- What to produce -
Line by line, transcribe the material shown below exactly.

----

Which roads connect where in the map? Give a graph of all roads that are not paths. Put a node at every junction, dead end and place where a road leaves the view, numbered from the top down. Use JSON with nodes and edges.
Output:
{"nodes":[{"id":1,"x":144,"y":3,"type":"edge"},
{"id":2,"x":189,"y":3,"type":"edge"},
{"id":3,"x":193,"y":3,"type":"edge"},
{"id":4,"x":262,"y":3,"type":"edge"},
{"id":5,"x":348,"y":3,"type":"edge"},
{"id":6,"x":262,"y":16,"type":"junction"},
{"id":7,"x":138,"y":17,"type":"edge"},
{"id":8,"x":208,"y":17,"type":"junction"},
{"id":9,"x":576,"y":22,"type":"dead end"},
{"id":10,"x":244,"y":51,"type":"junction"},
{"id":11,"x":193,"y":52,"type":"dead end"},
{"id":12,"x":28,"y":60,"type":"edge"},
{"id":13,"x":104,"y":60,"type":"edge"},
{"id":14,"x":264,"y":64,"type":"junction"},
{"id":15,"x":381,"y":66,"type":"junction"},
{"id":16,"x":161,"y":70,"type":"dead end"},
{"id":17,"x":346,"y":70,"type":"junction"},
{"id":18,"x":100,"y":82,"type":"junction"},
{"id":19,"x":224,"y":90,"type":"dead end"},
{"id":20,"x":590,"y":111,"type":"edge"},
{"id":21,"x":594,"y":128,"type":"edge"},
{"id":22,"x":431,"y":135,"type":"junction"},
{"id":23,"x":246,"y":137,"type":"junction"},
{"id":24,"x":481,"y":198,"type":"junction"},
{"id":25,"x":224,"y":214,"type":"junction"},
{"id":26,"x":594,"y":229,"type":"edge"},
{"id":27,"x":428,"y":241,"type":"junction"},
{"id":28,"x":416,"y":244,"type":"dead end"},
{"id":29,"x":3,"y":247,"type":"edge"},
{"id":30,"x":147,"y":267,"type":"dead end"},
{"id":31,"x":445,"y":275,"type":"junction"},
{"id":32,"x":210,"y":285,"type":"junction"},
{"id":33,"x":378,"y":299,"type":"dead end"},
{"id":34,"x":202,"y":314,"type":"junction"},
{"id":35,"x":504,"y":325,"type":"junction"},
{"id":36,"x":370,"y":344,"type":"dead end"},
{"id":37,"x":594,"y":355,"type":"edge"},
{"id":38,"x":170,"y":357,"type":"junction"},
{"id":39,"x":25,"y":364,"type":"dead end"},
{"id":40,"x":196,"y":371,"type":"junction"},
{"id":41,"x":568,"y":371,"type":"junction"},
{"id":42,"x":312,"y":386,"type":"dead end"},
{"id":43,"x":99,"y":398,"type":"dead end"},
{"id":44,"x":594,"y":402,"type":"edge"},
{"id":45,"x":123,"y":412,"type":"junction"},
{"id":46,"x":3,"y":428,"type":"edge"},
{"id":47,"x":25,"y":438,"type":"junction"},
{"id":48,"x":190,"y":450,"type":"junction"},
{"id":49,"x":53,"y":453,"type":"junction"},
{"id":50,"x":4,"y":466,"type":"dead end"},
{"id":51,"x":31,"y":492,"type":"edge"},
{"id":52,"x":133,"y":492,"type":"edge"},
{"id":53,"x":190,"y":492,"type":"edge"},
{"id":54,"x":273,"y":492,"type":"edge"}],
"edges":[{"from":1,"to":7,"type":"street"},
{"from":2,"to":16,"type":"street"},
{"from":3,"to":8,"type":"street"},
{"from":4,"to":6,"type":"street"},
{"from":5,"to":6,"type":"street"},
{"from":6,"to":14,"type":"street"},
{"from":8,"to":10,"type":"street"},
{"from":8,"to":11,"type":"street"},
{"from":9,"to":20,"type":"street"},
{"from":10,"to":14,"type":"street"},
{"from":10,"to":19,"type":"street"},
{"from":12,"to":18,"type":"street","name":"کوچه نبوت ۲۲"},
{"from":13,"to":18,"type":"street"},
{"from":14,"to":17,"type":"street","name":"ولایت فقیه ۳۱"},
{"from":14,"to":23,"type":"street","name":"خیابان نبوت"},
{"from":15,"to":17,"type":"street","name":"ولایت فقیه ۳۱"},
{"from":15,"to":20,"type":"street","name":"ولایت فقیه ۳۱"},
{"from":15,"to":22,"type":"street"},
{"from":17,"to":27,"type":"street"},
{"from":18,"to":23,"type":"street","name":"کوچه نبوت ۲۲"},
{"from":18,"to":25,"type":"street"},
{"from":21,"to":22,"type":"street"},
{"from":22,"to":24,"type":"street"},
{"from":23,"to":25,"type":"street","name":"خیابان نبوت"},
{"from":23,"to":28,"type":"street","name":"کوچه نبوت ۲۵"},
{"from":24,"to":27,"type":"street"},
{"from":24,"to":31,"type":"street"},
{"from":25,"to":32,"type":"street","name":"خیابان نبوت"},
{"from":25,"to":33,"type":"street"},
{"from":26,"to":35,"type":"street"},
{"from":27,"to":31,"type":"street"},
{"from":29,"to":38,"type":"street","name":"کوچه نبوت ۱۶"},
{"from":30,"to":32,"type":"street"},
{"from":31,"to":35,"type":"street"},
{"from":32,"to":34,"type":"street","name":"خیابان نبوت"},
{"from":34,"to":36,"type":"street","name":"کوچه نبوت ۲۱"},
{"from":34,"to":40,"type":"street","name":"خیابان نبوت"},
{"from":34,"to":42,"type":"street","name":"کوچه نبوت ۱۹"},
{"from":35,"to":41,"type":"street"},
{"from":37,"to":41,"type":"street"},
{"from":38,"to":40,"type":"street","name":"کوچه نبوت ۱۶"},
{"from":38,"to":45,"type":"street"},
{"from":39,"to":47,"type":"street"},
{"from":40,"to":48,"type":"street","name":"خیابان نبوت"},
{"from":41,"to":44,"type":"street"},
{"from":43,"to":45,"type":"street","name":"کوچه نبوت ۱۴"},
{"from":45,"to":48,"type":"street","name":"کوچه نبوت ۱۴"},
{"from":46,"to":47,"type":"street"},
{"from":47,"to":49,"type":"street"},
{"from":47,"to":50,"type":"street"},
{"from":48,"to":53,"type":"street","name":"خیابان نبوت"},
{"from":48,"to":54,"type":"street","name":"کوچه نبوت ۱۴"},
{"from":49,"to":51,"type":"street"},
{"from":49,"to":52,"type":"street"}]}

----

- Completed task -
Which roads connect where in the map? Give a graph of all roads that are not paths. Put a node at every junction, dead end and place where a road leaves the view, numbered from the top down. Use JSON with nodes and edges.
Output:
{"nodes":[{"id":1,"x":144,"y":3,"type":"edge"},
{"id":2,"x":189,"y":3,"type":"edge"},
{"id":3,"x":193,"y":3,"type":"edge"},
{"id":4,"x":262,"y":3,"type":"edge"},
{"id":5,"x":348,"y":3,"type":"edge"},
{"id":6,"x":262,"y":16,"type":"junction"},
{"id":7,"x":138,"y":17,"type":"edge"},
{"id":8,"x":208,"y":17,"type":"junction"},
{"id":9,"x":576,"y":22,"type":"dead end"},
{"id":10,"x":244,"y":51,"type":"junction"},
{"id":11,"x":193,"y":52,"type":"dead end"},
{"id":12,"x":28,"y":60,"type":"edge"},
{"id":13,"x":104,"y":60,"type":"edge"},
{"id":14,"x":264,"y":64,"type":"junction"},
{"id":15,"x":381,"y":66,"type":"junction"},
{"id":16,"x":161,"y":70,"type":"dead end"},
{"id":17,"x":346,"y":70,"type":"junction"},
{"id":18,"x":100,"y":82,"type":"junction"},
{"id":19,"x":224,"y":90,"type":"dead end"},
{"id":20,"x":590,"y":111,"type":"edge"},
{"id":21,"x":594,"y":128,"type":"edge"},
{"id":22,"x":431,"y":135,"type":"junction"},
{"id":23,"x":246,"y":137,"type":"junction"},
{"id":24,"x":481,"y":198,"type":"junction"},
{"id":25,"x":224,"y":214,"type":"junction"},
{"id":26,"x":594,"y":229,"type":"edge"},
{"id":27,"x":428,"y":241,"type":"junction"},
{"id":28,"x":416,"y":244,"type":"dead end"},
{"id":29,"x":3,"y":247,"type":"edge"},
{"id":30,"x":147,"y":267,"type":"dead end"},
{"id":31,"x":445,"y":275,"type":"junction"},
{"id":32,"x":210,"y":285,"type":"junction"},
{"id":33,"x":378,"y":299,"type":"dead end"},
{"id":34,"x":202,"y":314,"type":"junction"},
{"id":35,"x":504,"y":325,"type":"junction"},
{"id":36,"x":370,"y":344,"type":"dead end"},
{"id":37,"x":594,"y":355,"type":"edge"},
{"id":38,"x":170,"y":357,"type":"junction"},
{"id":39,"x":25,"y":364,"type":"dead end"},
{"id":40,"x":196,"y":371,"type":"junction"},
{"id":41,"x":568,"y":371,"type":"junction"},
{"id":42,"x":312,"y":386,"type":"dead end"},
{"id":43,"x":99,"y":398,"type":"dead end"},
{"id":44,"x":594,"y":402,"type":"edge"},
{"id":45,"x":123,"y":412,"type":"junction"},
{"id":46,"x":3,"y":428,"type":"edge"},
{"id":47,"x":25,"y":438,"type":"junction"},
{"id":48,"x":190,"y":450,"type":"junction"},
{"id":49,"x":53,"y":453,"type":"junction"},
{"id":50,"x":4,"y":466,"type":"dead end"},
{"id":51,"x":31,"y":492,"type":"edge"},
{"id":52,"x":133,"y":492,"type":"edge"},
{"id":53,"x":190,"y":492,"type":"edge"},
{"id":54,"x":273,"y":492,"type":"edge"}],
"edges":[{"from":1,"to":7,"type":"street"},
{"from":2,"to":16,"type":"street"},
{"from":3,"to":8,"type":"street"},
{"from":4,"to":6,"type":"street"},
{"from":5,"to":6,"type":"street"},
{"from":6,"to":14,"type":"street"},
{"from":8,"to":10,"type":"street"},
{"from":8,"to":11,"type":"street"},
{"from":9,"to":20,"type":"street"},
{"from":10,"to":14,"type":"street"},
{"from":10,"to":19,"type":"street"},
{"from":12,"to":18,"type":"street","name":"کوچه نبوت ۲۲"},
{"from":13,"to":18,"type":"street"},
{"from":14,"to":17,"type":"street","name":"ولایت فقیه ۳۱"},
{"from":14,"to":23,"type":"street","name":"خیابان نبوت"},
{"from":15,"to":17,"type":"street","name":"ولایت فقیه ۳۱"},
{"from":15,"to":20,"type":"street","name":"ولایت فقیه ۳۱"},
{"from":15,"to":22,"type":"street"},
{"from":17,"to":27,"type":"street"},
{"from":18,"to":23,"type":"street","name":"کوچه نبوت ۲۲"},
{"from":18,"to":25,"type":"street"},
{"from":21,"to":22,"type":"street"},
{"from":22,"to":24,"type":"street"},
{"from":23,"to":25,"type":"street","name":"خیابان نبوت"},
{"from":23,"to":28,"type":"street","name":"کوچه نبوت ۲۵"},
{"from":24,"to":27,"type":"street"},
{"from":24,"to":31,"type":"street"},
{"from":25,"to":32,"type":"street","name":"خیابان نبوت"},
{"from":25,"to":33,"type":"street"},
{"from":26,"to":35,"type":"street"},
{"from":27,"to":31,"type":"street"},
{"from":29,"to":38,"type":"street","name":"کوچه نبوت ۱۶"},
{"from":30,"to":32,"type":"street"},
{"from":31,"to":35,"type":"street"},
{"from":32,"to":34,"type":"street","name":"خیابان نبوت"},
{"from":34,"to":36,"type":"street","name":"کوچه نبوت ۲۱"},
{"from":34,"to":40,"type":"street","name":"خیابان نبوت"},
{"from":34,"to":42,"type":"street","name":"کوچه نبوت ۱۹"},
{"from":35,"to":41,"type":"street"},
{"from":37,"to":41,"type":"street"},
{"from":38,"to":40,"type":"street","name":"کوچه نبوت ۱۶"},
{"from":38,"to":45,"type":"street"},
{"from":39,"to":47,"type":"street"},
{"from":40,"to":48,"type":"street","name":"خیابان نبوت"},
{"from":41,"to":44,"type":"street"},
{"from":43,"to":45,"type":"street","name":"کوچه نبوت ۱۴"},
{"from":45,"to":48,"type":"street","name":"کوچه نبوت ۱۴"},
{"from":46,"to":47,"type":"street"},
{"from":47,"to":49,"type":"street"},
{"from":47,"to":50,"type":"street"},
{"from":48,"to":53,"type":"street","name":"خیابان نبوت"},
{"from":48,"to":54,"type":"street","name":"کوچه نبوت ۱۴"},
{"from":49,"to":51,"type":"street"},
{"from":49,"to":52,"type":"street"}]}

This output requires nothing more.